My family and I switched to US Mobile in December 2023 (7 lines) and we have 9 lines with them now. I've been very happy. The fact that you can use any of the big 3 carriers (Verizon, T-Mobile, or AT&T) for your lines is awesome. Any of our lines can use any of the networks. So, our daughter lives in an area where Verizon or AT&T is best, but T-Mobile is best for 7 of the 9 lines. If you are traveling to an area where your normal network doesn't work well, just switch to a different network. We don't use a lot of cellular data since we are often at home on Wi-Fi. So, in our case, all 9 lines cost us less than $150/month, even with some data top-ups each month.

We use shared data plan pools and have from the beginning. The only problem is there isn't a way yet (supposedly US Mobile is working on it) to set hard limits on lines to prevent them from using more of the data pool than you might like. So, instead of having one big pool with all 7 lines (now 9 lines) sharing the data, we now have 4 pools (6 lines on one pool and the other 3 lines on their own pool). The first line on a pool is free and every line after that is $8. So, doing this saves $24 (for the 3 lines that are on their own pool), but it also is a work around so that the those lines can only use the data in their pool. The trick is setting the base data plan for each pool to about what you need/want to use each month. Sure, you can always do data top-ups (manually or automated) if you need to, but those are a bit more expensive than the base data plans are. You used to be able to buy 1GB data top-ups, but it looks like they changed the minimum to 2GB in the last month or so. I should add that your base data does NOT roll over to the next month, but data top-ups do roll over.
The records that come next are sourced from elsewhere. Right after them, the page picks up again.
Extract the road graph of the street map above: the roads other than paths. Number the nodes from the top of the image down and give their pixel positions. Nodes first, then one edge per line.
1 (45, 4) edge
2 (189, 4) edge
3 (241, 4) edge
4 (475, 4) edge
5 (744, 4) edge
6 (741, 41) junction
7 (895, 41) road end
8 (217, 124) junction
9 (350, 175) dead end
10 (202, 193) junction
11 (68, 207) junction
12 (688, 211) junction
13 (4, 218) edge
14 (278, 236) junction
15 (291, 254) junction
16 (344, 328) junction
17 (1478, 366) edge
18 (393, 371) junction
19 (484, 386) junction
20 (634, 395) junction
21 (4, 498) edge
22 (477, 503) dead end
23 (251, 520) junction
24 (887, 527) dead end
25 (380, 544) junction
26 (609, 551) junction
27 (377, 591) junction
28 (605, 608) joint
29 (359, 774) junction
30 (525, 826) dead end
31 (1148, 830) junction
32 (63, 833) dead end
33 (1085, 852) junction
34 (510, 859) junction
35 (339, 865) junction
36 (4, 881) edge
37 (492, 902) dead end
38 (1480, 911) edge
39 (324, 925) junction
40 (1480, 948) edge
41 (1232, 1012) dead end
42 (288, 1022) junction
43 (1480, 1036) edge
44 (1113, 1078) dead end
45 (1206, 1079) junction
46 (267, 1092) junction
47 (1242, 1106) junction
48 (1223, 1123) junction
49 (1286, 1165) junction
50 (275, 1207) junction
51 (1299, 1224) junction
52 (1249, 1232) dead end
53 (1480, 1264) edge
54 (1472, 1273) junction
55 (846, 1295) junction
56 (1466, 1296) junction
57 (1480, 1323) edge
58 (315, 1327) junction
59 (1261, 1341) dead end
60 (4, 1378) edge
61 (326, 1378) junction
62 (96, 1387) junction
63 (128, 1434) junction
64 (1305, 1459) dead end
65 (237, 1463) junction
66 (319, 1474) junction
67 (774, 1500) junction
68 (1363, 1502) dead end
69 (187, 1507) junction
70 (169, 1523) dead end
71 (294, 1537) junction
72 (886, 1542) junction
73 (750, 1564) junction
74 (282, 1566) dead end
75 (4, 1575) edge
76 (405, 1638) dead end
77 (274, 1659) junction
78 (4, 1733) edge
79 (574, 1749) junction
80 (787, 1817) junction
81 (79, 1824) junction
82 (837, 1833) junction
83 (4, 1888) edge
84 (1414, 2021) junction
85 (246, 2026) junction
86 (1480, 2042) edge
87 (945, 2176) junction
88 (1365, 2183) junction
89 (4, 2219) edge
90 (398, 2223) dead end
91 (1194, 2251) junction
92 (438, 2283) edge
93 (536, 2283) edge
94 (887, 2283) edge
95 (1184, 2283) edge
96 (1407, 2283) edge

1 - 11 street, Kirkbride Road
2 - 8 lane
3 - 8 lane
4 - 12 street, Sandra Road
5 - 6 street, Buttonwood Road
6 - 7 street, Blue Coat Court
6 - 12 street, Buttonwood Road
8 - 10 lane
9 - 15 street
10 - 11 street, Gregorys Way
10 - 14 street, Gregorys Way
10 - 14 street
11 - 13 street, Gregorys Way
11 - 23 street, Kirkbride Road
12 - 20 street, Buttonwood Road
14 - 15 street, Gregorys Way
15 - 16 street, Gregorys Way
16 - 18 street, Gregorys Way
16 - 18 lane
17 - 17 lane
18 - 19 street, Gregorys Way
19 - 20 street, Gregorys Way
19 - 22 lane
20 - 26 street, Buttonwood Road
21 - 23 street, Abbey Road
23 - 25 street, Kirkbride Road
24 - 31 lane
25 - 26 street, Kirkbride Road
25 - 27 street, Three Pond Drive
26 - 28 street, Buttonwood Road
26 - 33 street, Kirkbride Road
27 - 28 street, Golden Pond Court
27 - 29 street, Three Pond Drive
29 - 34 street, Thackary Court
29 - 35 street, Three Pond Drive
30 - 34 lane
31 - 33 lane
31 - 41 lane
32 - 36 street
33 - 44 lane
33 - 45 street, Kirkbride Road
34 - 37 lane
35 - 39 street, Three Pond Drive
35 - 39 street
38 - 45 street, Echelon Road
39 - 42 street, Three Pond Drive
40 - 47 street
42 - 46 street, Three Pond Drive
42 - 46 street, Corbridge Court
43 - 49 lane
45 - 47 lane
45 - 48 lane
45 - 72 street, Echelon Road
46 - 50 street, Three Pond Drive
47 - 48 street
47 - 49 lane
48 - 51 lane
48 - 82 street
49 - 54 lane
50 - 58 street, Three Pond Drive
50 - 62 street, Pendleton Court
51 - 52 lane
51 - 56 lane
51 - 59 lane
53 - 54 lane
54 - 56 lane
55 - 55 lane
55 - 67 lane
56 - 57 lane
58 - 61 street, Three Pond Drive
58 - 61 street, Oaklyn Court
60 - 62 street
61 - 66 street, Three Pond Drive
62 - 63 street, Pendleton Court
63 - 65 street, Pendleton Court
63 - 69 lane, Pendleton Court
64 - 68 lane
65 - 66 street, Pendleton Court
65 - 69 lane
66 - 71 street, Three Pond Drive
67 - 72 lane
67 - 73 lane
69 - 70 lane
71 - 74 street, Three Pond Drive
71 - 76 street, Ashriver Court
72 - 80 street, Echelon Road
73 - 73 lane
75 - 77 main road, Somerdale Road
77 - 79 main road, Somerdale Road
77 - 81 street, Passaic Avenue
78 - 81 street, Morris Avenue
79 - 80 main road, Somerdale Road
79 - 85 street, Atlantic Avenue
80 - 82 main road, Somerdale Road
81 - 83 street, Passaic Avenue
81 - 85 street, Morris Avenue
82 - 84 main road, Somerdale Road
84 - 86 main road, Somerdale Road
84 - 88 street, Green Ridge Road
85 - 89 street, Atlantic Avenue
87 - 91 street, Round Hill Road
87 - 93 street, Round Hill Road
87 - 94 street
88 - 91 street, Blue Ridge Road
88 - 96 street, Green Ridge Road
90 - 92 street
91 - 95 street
If one wants/needs unlimited data plans, US Mobile seems to have some really good ones. It still might be cheaper to simply have a set data plan if you really only need X amount of data per month. When I researched the priority levels available for US Mobile's Warp (Verizon), Dark Star (AT&T), and Light Speed (T-Mobile) networks, they were getting if I remember correctly the top priority level for AT&T and Verizon and the 2nd highest priority level on T-Mobile.

That is also a benefit of the using a data pool. All data on US Mobile's data pools are at the highest priority level. This isn't true with the unlimited plans.

Correction (on 12-05-2025) --

I revisited the QCI/5QI data priority levels. I was correct in my memory that US Mobile's Light Speed is getting the 2nd fastest priority level (QCI 7). However, Dark Star (AT&T) and Warp (Verizon) are getting the lowest data priority level by default for most plans. So, if T-Mobile works well in one's usual area, then US Mobile's Light Speed network is the one to maybe go with.

Granted, it is important to remember that the QCI/5QI data priority level really only comes into play when the network congestion reaches a certain level. If a network is not that congested, then everyone might see very high speeds since nobody is necessarily having their data de-prioritized.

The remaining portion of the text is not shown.